Here's an example entry.
{4byteshex-2byteshex-2byteshex-2byteshex-6byteshex},@mozilla.org/network/idn-service;1,,nsIDNService,rel:libnecko.so
Cheers,
-BeesTQuote:
It works. After making a backup of compreg.dat i placed#
to remark out the line BeesTea See Profile mentioned. Exploit fails
Quote:
Confirmed on Linux, also.
I can confirm that implementing the above (and clearing your cache and then shutting down and restarting Firefox) will keep the browser from going to the spoofed URL but all you get is an error message saying the paypal.com site cannot be found. I guess that's better than nothing but it's hardly informative unless you remember this is telling you a site may be spoofed.
UPDATE: You also need to type in "about:config" in Firefox and find the reference to IDN (use the filter to find the instance of idn). Once found, change the default from "true" to false" (just double click on the line to bring up the choice).

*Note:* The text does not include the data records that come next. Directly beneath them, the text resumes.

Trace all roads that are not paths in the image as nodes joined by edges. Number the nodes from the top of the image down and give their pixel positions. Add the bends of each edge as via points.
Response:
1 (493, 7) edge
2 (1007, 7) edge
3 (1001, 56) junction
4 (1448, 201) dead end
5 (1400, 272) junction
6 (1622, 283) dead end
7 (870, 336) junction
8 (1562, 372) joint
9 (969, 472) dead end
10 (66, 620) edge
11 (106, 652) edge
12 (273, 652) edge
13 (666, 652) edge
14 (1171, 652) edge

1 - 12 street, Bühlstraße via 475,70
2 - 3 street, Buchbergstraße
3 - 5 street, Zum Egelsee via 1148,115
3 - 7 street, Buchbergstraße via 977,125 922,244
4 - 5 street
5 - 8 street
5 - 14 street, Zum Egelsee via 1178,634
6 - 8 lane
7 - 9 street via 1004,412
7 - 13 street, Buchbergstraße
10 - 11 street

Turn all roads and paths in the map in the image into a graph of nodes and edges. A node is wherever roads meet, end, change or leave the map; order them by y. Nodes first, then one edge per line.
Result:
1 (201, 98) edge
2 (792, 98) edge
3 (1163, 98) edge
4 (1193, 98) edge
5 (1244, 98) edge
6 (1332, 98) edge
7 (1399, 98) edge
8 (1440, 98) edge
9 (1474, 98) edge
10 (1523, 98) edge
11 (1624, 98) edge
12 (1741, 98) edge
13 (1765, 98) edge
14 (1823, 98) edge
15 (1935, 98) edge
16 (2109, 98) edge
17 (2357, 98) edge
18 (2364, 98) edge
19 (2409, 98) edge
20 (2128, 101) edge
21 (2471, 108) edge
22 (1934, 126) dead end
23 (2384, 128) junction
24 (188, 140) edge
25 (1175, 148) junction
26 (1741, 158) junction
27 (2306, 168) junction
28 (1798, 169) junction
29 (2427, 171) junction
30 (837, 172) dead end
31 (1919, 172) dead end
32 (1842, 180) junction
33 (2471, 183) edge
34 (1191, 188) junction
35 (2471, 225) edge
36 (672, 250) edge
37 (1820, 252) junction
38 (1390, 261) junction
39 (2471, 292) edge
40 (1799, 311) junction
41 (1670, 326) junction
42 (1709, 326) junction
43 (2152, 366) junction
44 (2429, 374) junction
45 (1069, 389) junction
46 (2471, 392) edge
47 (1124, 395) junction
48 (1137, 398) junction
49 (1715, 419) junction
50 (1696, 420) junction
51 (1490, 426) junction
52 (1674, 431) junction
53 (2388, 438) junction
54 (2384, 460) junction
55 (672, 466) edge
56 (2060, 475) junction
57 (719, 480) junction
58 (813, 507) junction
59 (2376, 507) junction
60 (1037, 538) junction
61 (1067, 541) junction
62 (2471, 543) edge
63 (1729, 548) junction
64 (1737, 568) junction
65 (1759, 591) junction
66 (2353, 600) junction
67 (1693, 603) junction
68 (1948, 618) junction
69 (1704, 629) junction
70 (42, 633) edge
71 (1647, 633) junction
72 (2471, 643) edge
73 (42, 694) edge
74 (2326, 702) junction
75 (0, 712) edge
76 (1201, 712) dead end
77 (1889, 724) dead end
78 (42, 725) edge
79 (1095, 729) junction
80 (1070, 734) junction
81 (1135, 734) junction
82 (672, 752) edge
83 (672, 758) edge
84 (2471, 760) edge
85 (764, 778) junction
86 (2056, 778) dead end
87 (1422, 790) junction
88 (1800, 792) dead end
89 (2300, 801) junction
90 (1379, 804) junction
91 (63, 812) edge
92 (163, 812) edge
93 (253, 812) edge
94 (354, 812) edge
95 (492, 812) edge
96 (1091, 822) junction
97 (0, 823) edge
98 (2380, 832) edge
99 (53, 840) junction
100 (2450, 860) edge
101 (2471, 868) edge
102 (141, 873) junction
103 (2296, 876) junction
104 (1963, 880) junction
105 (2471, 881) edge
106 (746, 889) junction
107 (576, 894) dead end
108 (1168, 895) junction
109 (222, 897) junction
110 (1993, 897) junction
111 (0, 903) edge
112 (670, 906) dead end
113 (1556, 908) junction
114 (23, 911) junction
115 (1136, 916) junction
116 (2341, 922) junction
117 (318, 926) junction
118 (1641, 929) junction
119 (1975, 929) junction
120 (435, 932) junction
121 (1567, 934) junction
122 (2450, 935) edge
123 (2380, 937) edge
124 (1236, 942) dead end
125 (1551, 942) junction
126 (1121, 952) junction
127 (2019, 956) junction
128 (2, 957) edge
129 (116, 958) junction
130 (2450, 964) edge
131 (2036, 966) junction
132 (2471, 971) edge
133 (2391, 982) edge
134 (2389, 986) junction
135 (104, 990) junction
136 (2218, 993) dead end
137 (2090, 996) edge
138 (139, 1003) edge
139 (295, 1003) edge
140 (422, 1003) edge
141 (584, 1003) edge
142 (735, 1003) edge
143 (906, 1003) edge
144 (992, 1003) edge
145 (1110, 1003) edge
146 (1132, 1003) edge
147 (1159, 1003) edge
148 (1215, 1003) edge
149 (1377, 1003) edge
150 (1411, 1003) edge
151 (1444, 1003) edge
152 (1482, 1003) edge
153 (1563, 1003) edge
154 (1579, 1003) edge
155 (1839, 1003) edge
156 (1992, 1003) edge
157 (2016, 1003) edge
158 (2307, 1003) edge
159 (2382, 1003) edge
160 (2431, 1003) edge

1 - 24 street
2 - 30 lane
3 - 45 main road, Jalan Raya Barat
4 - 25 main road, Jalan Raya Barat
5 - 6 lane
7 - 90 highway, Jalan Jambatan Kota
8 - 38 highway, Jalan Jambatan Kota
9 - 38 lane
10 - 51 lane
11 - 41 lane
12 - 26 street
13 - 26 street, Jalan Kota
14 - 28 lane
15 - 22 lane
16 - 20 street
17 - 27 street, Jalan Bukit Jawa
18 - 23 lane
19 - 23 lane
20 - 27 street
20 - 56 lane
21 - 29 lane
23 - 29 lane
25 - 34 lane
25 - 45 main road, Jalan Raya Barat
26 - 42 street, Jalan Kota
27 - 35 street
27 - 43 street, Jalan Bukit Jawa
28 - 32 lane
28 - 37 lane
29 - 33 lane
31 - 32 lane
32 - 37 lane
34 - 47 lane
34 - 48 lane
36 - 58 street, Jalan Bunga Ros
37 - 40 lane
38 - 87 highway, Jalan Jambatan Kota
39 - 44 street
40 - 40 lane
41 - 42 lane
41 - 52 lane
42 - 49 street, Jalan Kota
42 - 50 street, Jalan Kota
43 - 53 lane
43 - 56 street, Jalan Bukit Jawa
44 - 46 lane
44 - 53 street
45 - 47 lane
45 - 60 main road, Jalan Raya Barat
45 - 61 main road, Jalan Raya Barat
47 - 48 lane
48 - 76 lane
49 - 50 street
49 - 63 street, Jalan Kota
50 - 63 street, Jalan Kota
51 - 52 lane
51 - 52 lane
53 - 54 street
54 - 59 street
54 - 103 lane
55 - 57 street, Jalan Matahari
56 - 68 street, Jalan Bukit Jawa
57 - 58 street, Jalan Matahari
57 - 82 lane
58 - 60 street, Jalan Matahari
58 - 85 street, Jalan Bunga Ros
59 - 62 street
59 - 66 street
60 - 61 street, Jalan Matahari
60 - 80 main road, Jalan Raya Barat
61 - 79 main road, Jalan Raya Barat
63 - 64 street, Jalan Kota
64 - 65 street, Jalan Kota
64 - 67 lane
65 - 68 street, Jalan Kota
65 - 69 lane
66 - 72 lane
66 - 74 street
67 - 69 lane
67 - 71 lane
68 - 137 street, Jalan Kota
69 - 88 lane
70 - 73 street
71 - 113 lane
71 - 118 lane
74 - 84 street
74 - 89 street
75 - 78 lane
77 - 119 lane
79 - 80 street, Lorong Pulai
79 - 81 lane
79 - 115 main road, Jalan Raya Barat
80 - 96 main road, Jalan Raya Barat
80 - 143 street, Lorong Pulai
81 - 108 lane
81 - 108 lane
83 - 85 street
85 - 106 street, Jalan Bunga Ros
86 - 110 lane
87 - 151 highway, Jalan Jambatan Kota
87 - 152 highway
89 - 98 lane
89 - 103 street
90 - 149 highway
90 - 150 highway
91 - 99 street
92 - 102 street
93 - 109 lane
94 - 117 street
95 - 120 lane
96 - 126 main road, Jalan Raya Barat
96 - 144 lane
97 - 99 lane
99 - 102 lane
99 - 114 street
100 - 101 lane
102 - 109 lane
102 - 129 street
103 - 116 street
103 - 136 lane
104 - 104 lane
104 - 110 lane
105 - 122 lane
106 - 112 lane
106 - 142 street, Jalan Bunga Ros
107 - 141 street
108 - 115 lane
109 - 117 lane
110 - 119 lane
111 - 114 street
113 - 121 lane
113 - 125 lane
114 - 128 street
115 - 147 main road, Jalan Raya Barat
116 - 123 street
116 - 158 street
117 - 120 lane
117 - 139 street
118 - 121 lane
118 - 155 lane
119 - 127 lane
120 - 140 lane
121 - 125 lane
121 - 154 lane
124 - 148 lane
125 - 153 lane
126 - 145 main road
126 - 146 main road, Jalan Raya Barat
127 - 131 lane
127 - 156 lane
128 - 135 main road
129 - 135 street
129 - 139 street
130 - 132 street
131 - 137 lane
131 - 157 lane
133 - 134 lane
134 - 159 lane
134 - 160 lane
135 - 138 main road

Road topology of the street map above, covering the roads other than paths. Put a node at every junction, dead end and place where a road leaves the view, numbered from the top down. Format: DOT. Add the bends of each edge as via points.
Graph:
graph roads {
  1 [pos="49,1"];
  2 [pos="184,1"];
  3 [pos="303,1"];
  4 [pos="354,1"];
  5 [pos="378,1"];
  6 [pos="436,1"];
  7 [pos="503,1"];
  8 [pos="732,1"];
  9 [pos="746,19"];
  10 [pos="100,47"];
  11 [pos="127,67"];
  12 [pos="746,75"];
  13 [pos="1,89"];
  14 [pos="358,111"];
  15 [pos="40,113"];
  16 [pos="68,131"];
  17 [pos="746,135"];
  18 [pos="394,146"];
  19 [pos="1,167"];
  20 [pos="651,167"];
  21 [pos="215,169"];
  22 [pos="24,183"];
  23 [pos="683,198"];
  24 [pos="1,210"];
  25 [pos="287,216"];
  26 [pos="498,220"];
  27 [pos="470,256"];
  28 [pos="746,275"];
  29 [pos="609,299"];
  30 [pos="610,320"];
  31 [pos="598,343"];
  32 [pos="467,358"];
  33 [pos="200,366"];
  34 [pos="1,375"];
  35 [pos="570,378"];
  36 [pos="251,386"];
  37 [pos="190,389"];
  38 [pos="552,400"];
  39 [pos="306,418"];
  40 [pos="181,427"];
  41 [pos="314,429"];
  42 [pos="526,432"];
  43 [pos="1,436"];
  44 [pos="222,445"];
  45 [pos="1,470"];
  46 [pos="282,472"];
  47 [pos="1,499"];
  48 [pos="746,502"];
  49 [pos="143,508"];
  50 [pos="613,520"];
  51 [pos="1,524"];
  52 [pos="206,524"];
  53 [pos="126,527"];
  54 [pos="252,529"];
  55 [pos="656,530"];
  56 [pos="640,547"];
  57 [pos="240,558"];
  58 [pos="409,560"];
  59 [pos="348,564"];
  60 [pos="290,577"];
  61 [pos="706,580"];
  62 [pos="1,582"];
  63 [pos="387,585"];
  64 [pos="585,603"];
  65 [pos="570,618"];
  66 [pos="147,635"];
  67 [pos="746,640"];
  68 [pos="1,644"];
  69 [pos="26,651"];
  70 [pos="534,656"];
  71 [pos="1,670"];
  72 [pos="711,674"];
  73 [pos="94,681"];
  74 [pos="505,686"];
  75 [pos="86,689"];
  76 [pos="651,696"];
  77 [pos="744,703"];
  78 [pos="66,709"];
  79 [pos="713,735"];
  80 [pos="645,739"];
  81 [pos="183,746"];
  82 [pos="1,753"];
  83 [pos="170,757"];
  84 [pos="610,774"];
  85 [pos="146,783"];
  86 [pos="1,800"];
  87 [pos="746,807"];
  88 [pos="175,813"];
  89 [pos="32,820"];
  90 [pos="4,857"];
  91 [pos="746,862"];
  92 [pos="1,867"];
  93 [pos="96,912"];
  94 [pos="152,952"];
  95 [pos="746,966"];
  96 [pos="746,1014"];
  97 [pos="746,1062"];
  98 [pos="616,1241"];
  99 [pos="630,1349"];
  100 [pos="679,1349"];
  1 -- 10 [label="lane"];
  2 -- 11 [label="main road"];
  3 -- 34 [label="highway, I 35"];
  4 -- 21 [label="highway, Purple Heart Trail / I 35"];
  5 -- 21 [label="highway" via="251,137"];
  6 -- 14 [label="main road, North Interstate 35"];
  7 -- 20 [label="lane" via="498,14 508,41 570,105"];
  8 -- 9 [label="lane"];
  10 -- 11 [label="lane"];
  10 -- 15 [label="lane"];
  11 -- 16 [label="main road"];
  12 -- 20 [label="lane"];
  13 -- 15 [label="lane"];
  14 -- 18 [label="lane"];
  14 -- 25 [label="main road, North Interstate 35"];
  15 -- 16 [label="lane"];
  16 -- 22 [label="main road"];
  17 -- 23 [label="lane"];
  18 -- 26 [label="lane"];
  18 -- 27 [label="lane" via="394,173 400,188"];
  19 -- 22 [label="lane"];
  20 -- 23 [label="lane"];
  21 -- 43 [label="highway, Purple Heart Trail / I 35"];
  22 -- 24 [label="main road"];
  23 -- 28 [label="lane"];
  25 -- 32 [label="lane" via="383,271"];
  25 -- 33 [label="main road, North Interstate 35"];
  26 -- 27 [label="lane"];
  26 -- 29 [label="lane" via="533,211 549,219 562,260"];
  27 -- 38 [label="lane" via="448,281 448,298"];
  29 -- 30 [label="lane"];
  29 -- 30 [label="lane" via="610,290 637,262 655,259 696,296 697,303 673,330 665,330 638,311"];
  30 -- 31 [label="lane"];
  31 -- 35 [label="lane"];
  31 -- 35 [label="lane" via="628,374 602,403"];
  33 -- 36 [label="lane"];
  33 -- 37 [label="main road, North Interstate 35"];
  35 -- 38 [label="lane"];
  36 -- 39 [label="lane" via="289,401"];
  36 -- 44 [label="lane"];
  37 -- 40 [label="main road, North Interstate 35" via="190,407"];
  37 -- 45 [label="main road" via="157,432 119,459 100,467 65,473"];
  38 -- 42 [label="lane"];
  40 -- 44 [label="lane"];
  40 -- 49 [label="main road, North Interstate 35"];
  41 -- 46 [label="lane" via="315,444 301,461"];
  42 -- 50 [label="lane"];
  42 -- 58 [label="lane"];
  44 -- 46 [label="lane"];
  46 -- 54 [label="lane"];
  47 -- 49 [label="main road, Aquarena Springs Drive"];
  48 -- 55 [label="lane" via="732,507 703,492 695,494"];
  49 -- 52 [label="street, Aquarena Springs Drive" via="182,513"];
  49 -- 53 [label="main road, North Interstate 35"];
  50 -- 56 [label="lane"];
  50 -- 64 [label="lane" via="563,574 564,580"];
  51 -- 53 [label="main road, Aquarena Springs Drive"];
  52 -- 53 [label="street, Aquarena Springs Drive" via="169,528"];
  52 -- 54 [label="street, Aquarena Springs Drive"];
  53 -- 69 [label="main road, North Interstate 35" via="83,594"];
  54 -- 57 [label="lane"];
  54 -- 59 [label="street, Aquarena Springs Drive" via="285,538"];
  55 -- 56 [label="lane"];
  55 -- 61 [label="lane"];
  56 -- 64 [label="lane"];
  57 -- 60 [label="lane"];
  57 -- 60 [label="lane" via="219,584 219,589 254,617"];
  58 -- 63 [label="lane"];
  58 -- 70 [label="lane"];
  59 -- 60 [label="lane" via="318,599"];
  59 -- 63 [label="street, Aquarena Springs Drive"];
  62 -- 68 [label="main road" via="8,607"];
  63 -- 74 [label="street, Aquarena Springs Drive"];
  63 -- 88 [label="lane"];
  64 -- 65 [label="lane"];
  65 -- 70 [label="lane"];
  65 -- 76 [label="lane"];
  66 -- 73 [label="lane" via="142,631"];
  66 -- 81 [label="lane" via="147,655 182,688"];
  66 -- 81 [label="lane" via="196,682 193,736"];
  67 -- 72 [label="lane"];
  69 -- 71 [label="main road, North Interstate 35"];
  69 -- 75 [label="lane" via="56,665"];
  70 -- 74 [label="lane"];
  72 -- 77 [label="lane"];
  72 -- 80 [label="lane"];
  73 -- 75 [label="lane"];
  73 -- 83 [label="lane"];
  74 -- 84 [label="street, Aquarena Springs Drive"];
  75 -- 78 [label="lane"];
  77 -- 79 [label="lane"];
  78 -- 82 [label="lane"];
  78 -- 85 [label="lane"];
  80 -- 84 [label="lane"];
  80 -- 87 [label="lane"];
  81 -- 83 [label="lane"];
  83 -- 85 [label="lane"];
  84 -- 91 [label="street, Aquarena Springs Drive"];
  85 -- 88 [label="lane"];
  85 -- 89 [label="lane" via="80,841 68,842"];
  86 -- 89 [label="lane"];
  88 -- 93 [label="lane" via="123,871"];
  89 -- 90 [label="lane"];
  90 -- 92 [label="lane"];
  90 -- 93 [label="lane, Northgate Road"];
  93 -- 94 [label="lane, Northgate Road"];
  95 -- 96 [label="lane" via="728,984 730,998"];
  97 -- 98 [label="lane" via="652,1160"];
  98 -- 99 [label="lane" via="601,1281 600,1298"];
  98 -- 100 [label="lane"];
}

Over at the Opera Forum on this problem, Opera is essentially saying it's not their problem to fix and even if they did, the solution would keep people from using, for example, Greek or Russian sites (sounds good to me - ed.).
I dunno what I'm going to do about Opera. I understand their point-of-view. But. If companies have learned nothing from Microsoft's stumbling examples, then learn this: IT'S THE SECURITY, STUPID.